1916 (?)
А.И. Цветаева
И царствовал тогда над моим как-то задумавшимся, похолодевшим внутренним миром образ женщины из кинематографической картины, виденной вместе с Мариной, взявшей надолго за сердце: звали ее лэди Гремион, и все о ней было – сон. Начало картины было светло, весело – сад из английского романа и двое в юной любви. Она умирает внезапно, и он, опустошенный, в тоске, едет в далекие страны, стараясь найти забвение и не находя его.
Годы идут. Что-то было в нем от Никодима-худоба, смуглость и чернота, европейская сдержанность, суховатость и яростность неутоленной тоски.

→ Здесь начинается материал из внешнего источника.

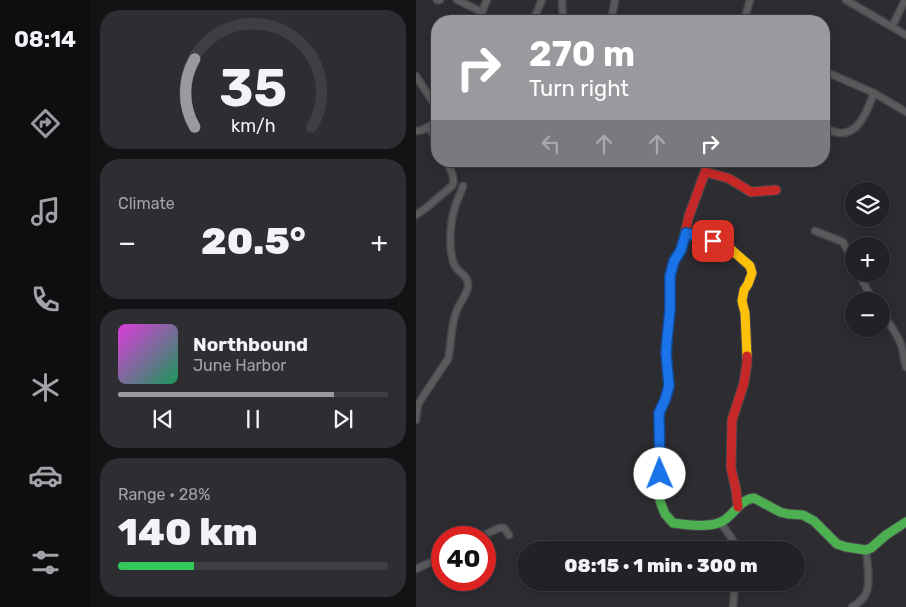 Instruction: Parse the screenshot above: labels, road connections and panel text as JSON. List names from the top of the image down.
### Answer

Где-то в стране раскаленной и экзотической – пальмы, ступени, изысканность и холодная роскошь, он встречает женщину в строгом костюме, видимо приехавшую лечиться, потому что за ней всегда следует пожилой лакей с клетчатым пледом.
Оба они молчат, и молчит их увидевший иностранец, начинающий ходить за ними, как тень: дама необычайно похожа на его умершую жену. Но так похож луч луны на погасший луч солнца. Ни любовных встреч, ни пыла мужских объяснений. Все – как сон: она понимает, что он ее любит и ничем не открывает себя. Его страсть растет. И в день, расцветший меж них, как Виктория Регия, он входит, оживший, в отель, где она живет. Ее нет. На вопрос лакей с глубоким поклоном передает ему – конверт. На конверте ли, на листке ли, в него вложенном? или это сообщение старика-лакея? «Ее светлость уехала на пароходе “Химера” неизвестно куда». На море шторм. У горизонта – дымок еле видного парохода. Лодка героя борется с волнами, бессильно тщась догнать пароход. Он, конечно, погибнет. И так погибаем «мы». Лэди Гремион стала неким символом моей жизни, я ощущала себя ею [АЦ2: 470–471].